Data provided below:

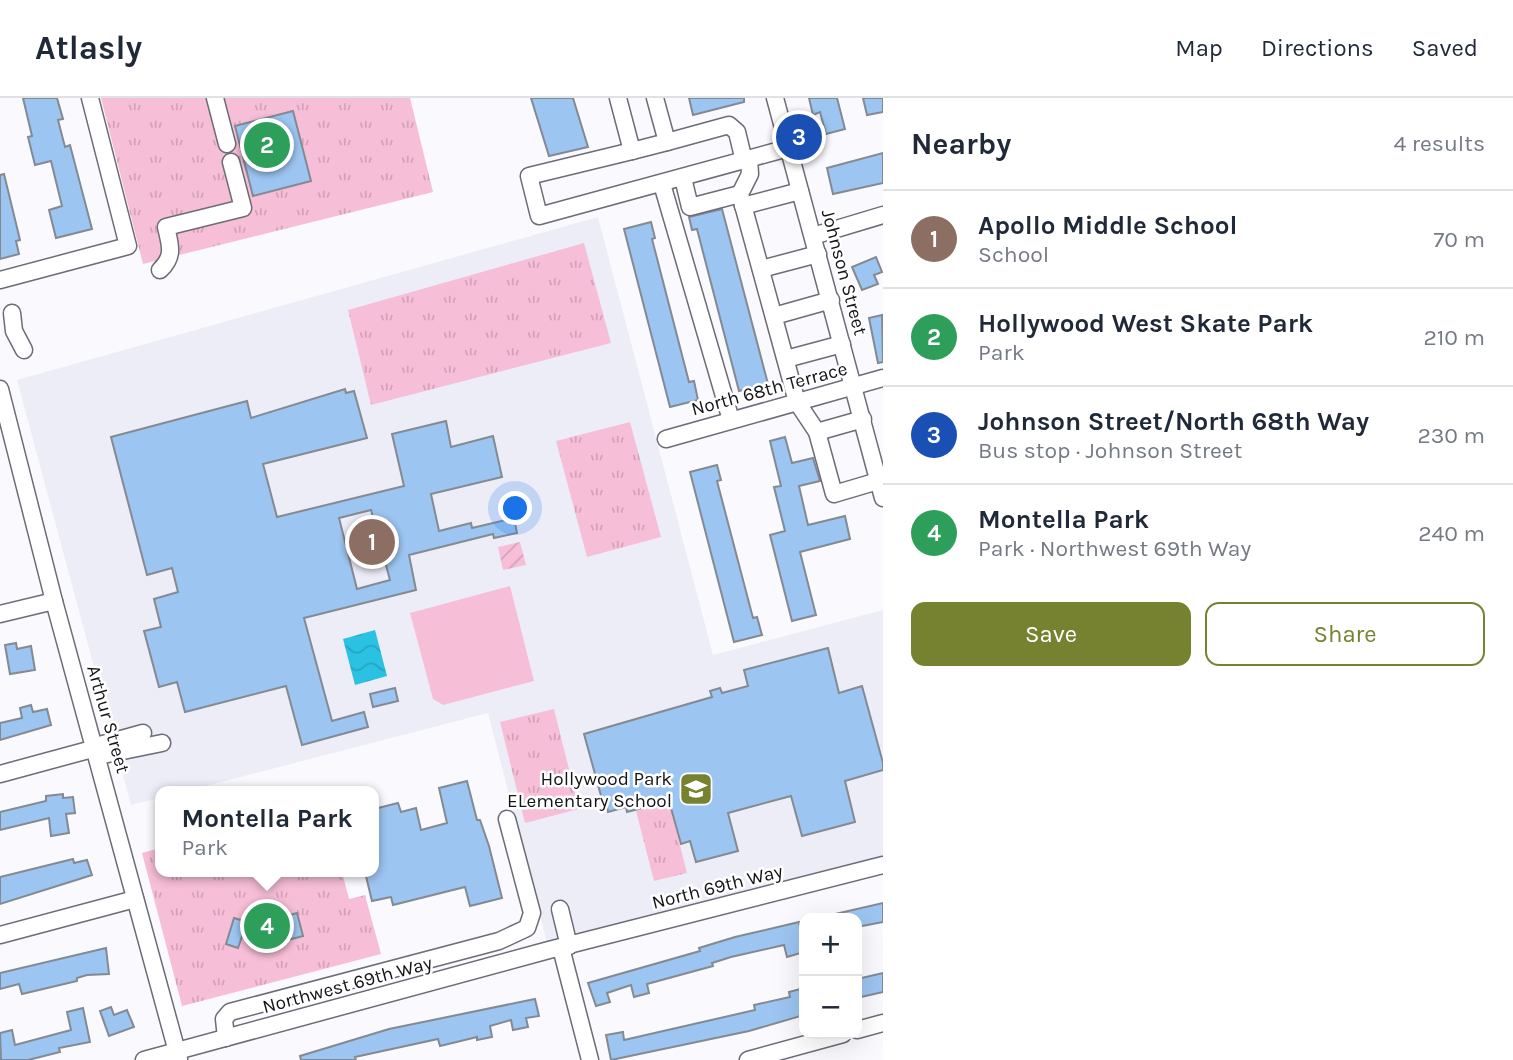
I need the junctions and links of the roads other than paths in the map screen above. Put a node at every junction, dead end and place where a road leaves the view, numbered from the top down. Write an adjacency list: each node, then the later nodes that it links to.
1 (90, 98): 21 (street)
2 (215, 98): 7 (street)
3 (618, 98): 9 (street)
4 (655, 98): 6 (street)
5 (775, 98): 8 (street, Johnson Street)
6 (667, 142): 9 (street); 10 (street)
7 (227, 144)
8 (788, 148): 10 (street); 14 (street, Johnson Street)
9 (632, 151): 13 (street)
10 (746, 160): 12 (street); 15 (street)
11 (231, 162): 20 (street)
12 (683, 178): 13 (street); 15 (street)
13 (662, 184): 33 (street)
14 (800, 191): 15 (street); 17 (street, Johnson Street)
15 (742, 200): 19 (street)
16 (883, 215): 17 (street)
17 (813, 236): 18 (street, Johnson Street)
18 (818, 254): 19 (street); 22 (street, Johnson Street)
19 (761, 269): 24 (street)
20 (160, 270)
21 (0, 280)
22 (831, 300): 24 (street); 25 (street, Johnson Street)
23 (12, 313): 26 (street)
24 (774, 316): 27 (street)
25 (842, 344): 27 (street); 29 (street, Johnson Street)
26 (24, 350)
27 (786, 359): 31 (street)
28 (883, 378): 29 (street, North 68th Terrace)
29 (854, 387): 31 (street, North 68th Terrace); 32 (street, Johnson Street)
30 (0, 389): 36 (street, Arthur Street)
31 (797, 402): 33 (street, North 68th Terrace); 34 (street)
32 (863, 419): 34 (street); 37 (street, Johnson Street)
33 (731, 420): 35 (street, North 68th Terrace)
34 (817, 432): 37 (street)
35 (666, 439)
36 (7, 445): 39 (street, Arthur Street)
37 (878, 481): 38 (street, Johnson Street)
38 (883, 498)
39 (54, 601): 40 (street); 43 (street, Arthur Street)
40 (0, 614)
41 (143, 733): 43 (street)
42 (162, 743): 43 (street)
43 (97, 750): 44 (street); 47 (street, Arthur Street)
44 (0, 774)
45 (507, 819): 50 (street)
46 (883, 865): 51 (street, North 69th Way)
47 (135, 899): 49 (street); 57 (street, Arthur Street)
48 (560, 909): 51 (street)
49 (0, 935)
50 (499, 941): 52 (street); 55 (street)
51 (565, 947): 52 (street, Northwest 69th Way); 59 (street)
52 (505, 963): 55 (street, Northwest 69th Way)
53 (883, 1023): 54 (street)
54 (862, 1029)
55 (226, 1038): 57 (street, Northwest 69th Way)
56 (825, 1039): 60 (street)
57 (178, 1056): 58 (street, Northwest 69th Way)
58 (144, 1060)
59 (590, 1060)
60 (748, 1060)

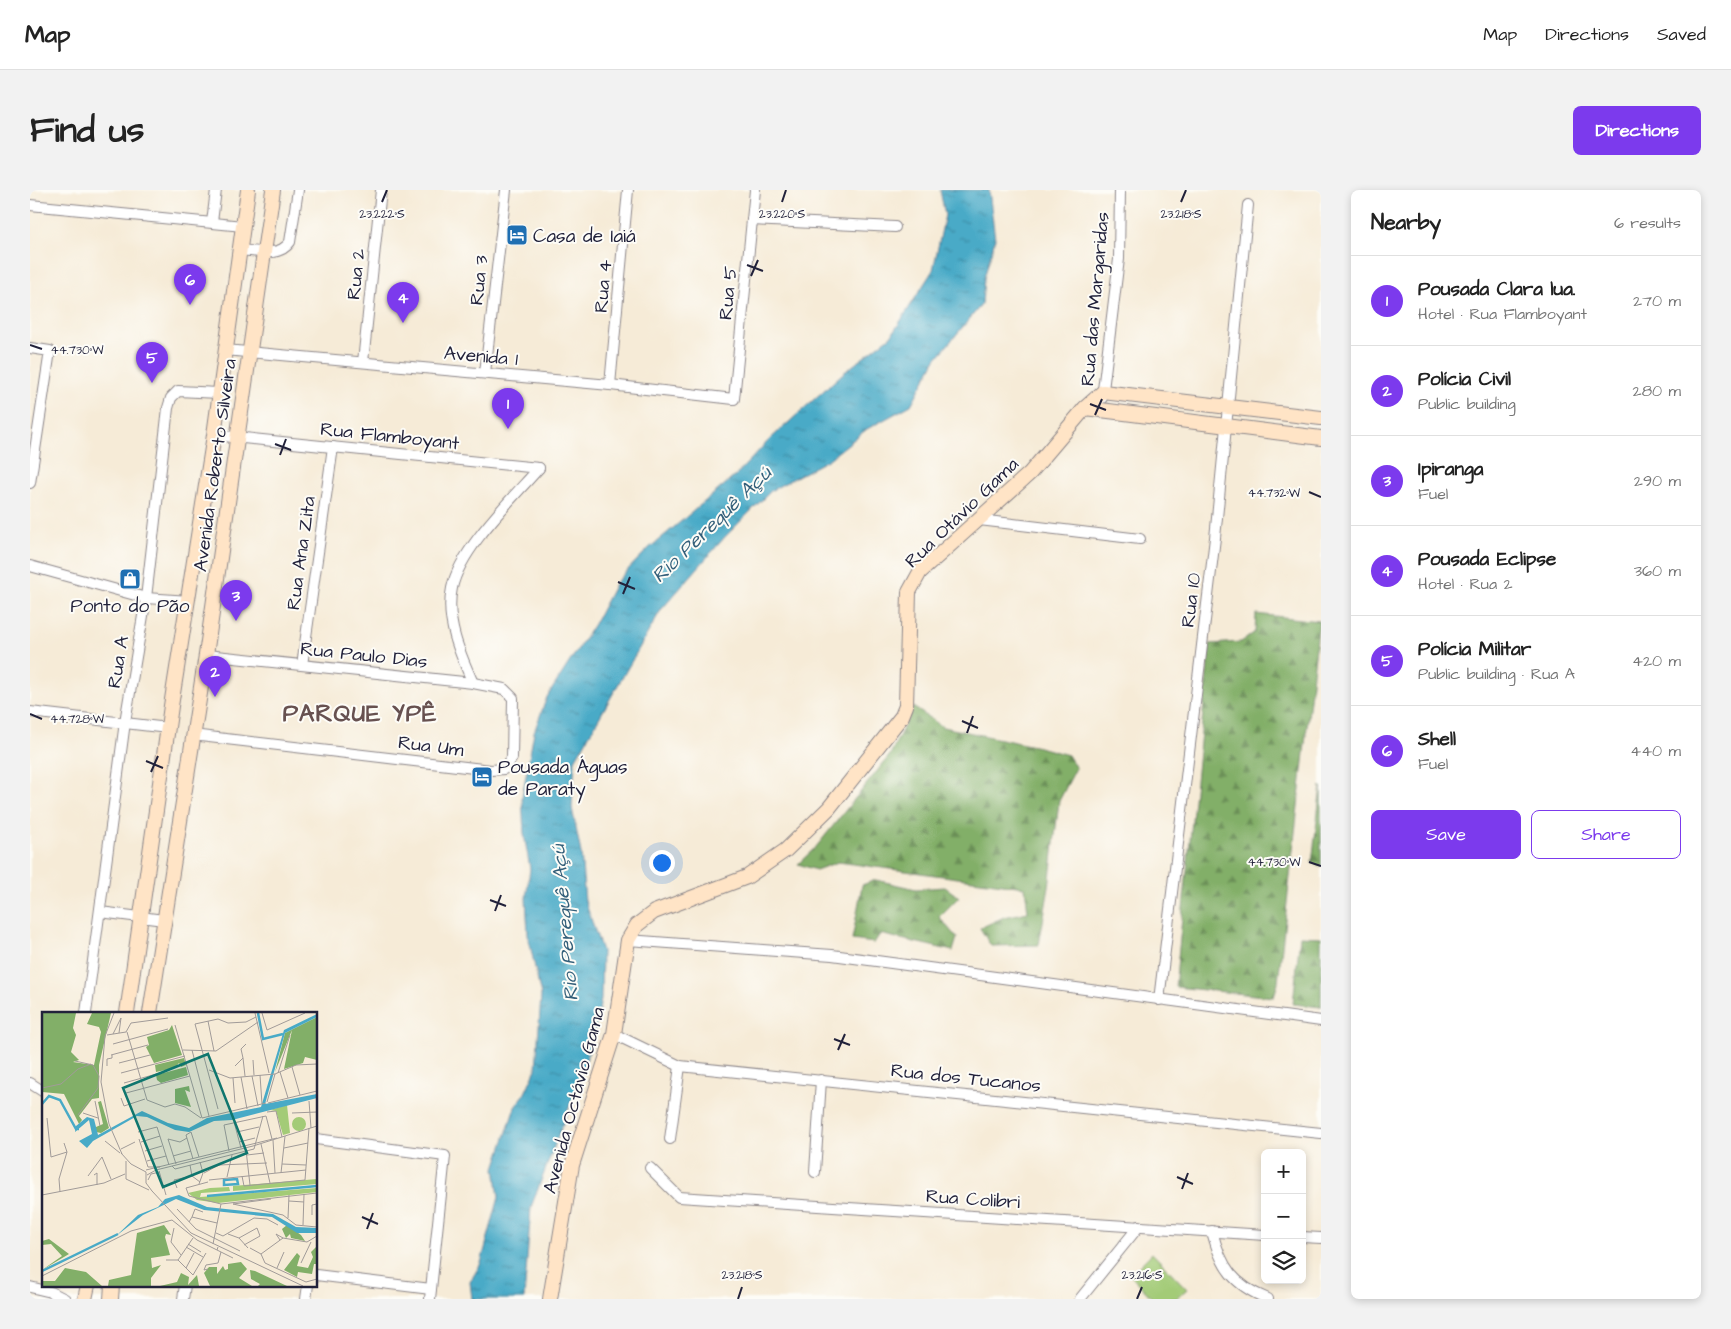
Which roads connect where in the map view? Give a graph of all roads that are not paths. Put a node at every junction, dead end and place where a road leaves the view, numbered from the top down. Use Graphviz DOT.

End of Data provided.

§ Problem to work on
For each record above, write out its text exactly and skip any picture.

§ Result
I need the junctions and links of the roads other than paths in the map screen above. Put a node at every junction, dead end and place where a road leaves the view, numbered from the top down. Write an adjacency list: each node, then the later nodes that it links to.
1 (90, 98): 21 (street)
2 (215, 98): 7 (street)
3 (618, 98): 9 (street)
4 (655, 98): 6 (street)
5 (775, 98): 8 (street, Johnson Street)
6 (667, 142): 9 (street); 10 (street)
7 (227, 144)
8 (788, 148): 10 (street); 14 (street, Johnson Street)
9 (632, 151): 13 (street)
10 (746, 160): 12 (street); 15 (street)
11 (231, 162): 20 (street)
12 (683, 178): 13 (street); 15 (street)
13 (662, 184): 33 (street)
14 (800, 191): 15 (street); 17 (street, Johnson Street)
15 (742, 200): 19 (street)
16 (883, 215): 17 (street)
17 (813, 236): 18 (street, Johnson Street)
18 (818, 254): 19 (street); 22 (street, Johnson Street)
19 (761, 269): 24 (street)
20 (160, 270)
21 (0, 280)
22 (831, 300): 24 (street); 25 (street, Johnson Street)
23 (12, 313): 26 (street)
24 (774, 316): 27 (street)
25 (842, 344): 27 (street); 29 (street, Johnson Street)
26 (24, 350)
27 (786, 359): 31 (street)
28 (883, 378): 29 (street, North 68th Terrace)
29 (854, 387): 31 (street, North 68th Terrace); 32 (street, Johnson Street)
30 (0, 389): 36 (street, Arthur Street)
31 (797, 402): 33 (street, North 68th Terrace); 34 (street)
32 (863, 419): 34 (street); 37 (street, Johnson Street)
33 (731, 420): 35 (street, North 68th Terrace)
34 (817, 432): 37 (street)
35 (666, 439)
36 (7, 445): 39 (street, Arthur Street)
37 (878, 481): 38 (street, Johnson Street)
38 (883, 498)
39 (54, 601): 40 (street); 43 (street, Arthur Street)
40 (0, 614)
41 (143, 733): 43 (street)
42 (162, 743): 43 (street)
43 (97, 750): 44 (street); 47 (street, Arthur Street)
44 (0, 774)
45 (507, 819): 50 (street)
46 (883, 865): 51 (street, North 69th Way)
47 (135, 899): 49 (street); 57 (street, Arthur Street)
48 (560, 909): 51 (street)
49 (0, 935)
50 (499, 941): 52 (street); 55 (street)
51 (565, 947): 52 (street, Northwest 69th Way); 59 (street)
52 (505, 963): 55 (street, Northwest 69th Way)
53 (883, 1023): 54 (street)
54 (862, 1029)
55 (226, 1038): 57 (street, Northwest 69th Way)
56 (825, 1039): 60 (street)
57 (178, 1056): 58 (street, Northwest 69th Way)
58 (144, 1060)
59 (590, 1060)
60 (748, 1060)

Which roads connect where in the map view? Give a graph of all roads that are not paths. Put a node at every junction, dead end and place where a road leaves the view, numbered from the top down. Use Graphviz DOT.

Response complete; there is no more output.